Los Acuerdos de Paz ofrecieron salidas, pero las desperdiciamos; sobre todo al renegar de una condición necesaria para ello: botar las barreras, admitir que navegamos en el mismo barco.
El agua moja la playa y nos parece obvio el límite entre la tierra firme y el mar. Pero ¿es acaso cierto?
Con cada ola que entra, la arena sorbe un poco del océano. Pero igualmente el mar se lleva un poco de arena aguas adentro. Apenas nos detenemos a pensarlo, reconocemos lo problemático que es definir cualquier frontera. Burkeman, en un libro dedicado a examinar las penas que pasamos en nombre de la felicidad, destaca que ni la piel, tan obvia barrera entre el yo y el mundo, resulta impermeable. A escala atómica es incluso imposible distinguir dónde termina uno y empieza el otro.
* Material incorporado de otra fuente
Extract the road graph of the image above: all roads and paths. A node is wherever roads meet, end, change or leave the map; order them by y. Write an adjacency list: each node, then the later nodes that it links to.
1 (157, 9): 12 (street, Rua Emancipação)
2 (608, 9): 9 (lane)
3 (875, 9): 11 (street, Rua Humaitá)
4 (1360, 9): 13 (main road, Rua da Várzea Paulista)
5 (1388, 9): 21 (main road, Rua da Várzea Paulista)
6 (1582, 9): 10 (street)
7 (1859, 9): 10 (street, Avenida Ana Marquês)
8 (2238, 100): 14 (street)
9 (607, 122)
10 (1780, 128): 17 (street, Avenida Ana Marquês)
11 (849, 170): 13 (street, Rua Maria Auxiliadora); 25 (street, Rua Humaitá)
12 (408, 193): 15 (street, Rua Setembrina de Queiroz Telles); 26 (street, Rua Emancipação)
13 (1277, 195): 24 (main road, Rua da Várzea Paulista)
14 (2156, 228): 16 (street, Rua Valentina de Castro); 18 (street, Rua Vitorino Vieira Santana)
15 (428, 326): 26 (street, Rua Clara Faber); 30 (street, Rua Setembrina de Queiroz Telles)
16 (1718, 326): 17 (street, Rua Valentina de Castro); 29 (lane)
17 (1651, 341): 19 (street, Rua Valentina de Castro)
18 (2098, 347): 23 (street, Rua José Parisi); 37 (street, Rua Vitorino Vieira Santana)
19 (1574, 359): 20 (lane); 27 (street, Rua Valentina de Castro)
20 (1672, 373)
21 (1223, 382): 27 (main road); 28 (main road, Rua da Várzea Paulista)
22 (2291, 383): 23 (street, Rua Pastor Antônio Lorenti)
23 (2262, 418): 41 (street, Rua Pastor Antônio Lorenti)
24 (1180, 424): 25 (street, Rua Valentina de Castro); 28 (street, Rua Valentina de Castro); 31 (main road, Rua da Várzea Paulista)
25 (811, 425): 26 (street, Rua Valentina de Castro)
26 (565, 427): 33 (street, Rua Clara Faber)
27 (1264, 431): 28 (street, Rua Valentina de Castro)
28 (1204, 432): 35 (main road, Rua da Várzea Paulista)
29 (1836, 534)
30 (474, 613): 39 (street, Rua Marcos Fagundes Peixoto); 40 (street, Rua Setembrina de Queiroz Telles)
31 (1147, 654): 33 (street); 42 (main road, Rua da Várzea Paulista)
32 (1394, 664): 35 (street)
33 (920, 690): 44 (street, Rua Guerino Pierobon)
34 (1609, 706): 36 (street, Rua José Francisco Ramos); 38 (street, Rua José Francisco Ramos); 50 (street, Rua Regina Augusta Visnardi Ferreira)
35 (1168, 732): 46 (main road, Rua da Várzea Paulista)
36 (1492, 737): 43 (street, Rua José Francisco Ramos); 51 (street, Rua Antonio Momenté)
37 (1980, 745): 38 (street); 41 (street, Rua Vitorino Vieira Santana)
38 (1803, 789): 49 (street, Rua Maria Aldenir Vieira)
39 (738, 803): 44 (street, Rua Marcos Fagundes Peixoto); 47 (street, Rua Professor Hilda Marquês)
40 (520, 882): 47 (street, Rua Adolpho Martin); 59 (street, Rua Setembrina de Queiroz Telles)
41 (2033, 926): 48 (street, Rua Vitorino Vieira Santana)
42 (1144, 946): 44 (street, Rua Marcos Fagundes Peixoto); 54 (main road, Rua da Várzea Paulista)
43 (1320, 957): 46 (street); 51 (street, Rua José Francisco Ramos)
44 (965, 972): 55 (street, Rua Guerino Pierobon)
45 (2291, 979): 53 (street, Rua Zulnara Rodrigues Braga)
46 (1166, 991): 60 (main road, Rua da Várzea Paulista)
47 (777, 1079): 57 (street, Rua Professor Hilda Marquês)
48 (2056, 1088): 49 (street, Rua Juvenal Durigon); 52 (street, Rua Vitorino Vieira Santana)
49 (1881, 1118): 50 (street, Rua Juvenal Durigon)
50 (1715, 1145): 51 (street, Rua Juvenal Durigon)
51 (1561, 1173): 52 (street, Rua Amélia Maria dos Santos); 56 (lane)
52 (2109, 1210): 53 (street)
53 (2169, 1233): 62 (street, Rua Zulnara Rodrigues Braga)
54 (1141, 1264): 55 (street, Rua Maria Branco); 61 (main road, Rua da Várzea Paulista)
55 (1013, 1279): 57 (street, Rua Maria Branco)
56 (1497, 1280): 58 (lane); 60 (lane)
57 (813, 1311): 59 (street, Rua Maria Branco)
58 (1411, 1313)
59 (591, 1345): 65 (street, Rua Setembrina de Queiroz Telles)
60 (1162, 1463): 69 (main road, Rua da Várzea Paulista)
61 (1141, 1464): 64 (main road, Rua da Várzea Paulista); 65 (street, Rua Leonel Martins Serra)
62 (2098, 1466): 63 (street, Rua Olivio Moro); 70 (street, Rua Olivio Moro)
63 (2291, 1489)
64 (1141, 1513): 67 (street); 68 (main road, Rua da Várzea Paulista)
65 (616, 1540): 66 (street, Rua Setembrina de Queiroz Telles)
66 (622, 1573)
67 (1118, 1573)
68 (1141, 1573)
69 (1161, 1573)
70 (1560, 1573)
Querer descifrar el problema de los límites no es nuevo. Del Taoísmo heredamos el ubicuo símbolo del taijitu para representar el yin-yang: los opuestos que más que contradecirse, se encuentran y definen mutuamente en una existencia compartida, en una frontera común. Lo uno no existe sin lo otro. Y de esto hace casi 25 siglos. Pero no estoy aquí para ensayar filosofía popular. Admitir lo ambiguo de las fronteras es un imperativo práctico hoy, aquí.
Desde su pasión por la educación, Luis Enrique López pone el dedo en la llaga: «… urge mirar el futuro desde una lógica de cohesión social, que supere la perspectiva multicultural del juntos pero no revueltos que parece haberse afincado en la mentalidad guatemalteca». En este territorio pequeñito hemos estado tan empeñados en prevalecer con cada nosotros particular, ya forzando al otro a ser réplica nuestra, o abstrayéndonos de la realidad compartida. El problema es que al hacerlo, hemos erigido murallas cada vez más sólidas y fosos más profundos en torno a las fortalezas de nuestra identidad limitada.
El contrincante que vemos como amenaza existe sólo en la medida en que delimitamos una plaza propia a defender. Esto vale tanto para una ventaja económica, como para una identidad milenaria. Inextricablemente, lo propio define a lo ajeno. Sólo hay un ellos cuando insistimos en un nosotros. Roma se hizo presa de los bárbaros cuando los romanos definieron a los pobladores del norte de Europa como tales.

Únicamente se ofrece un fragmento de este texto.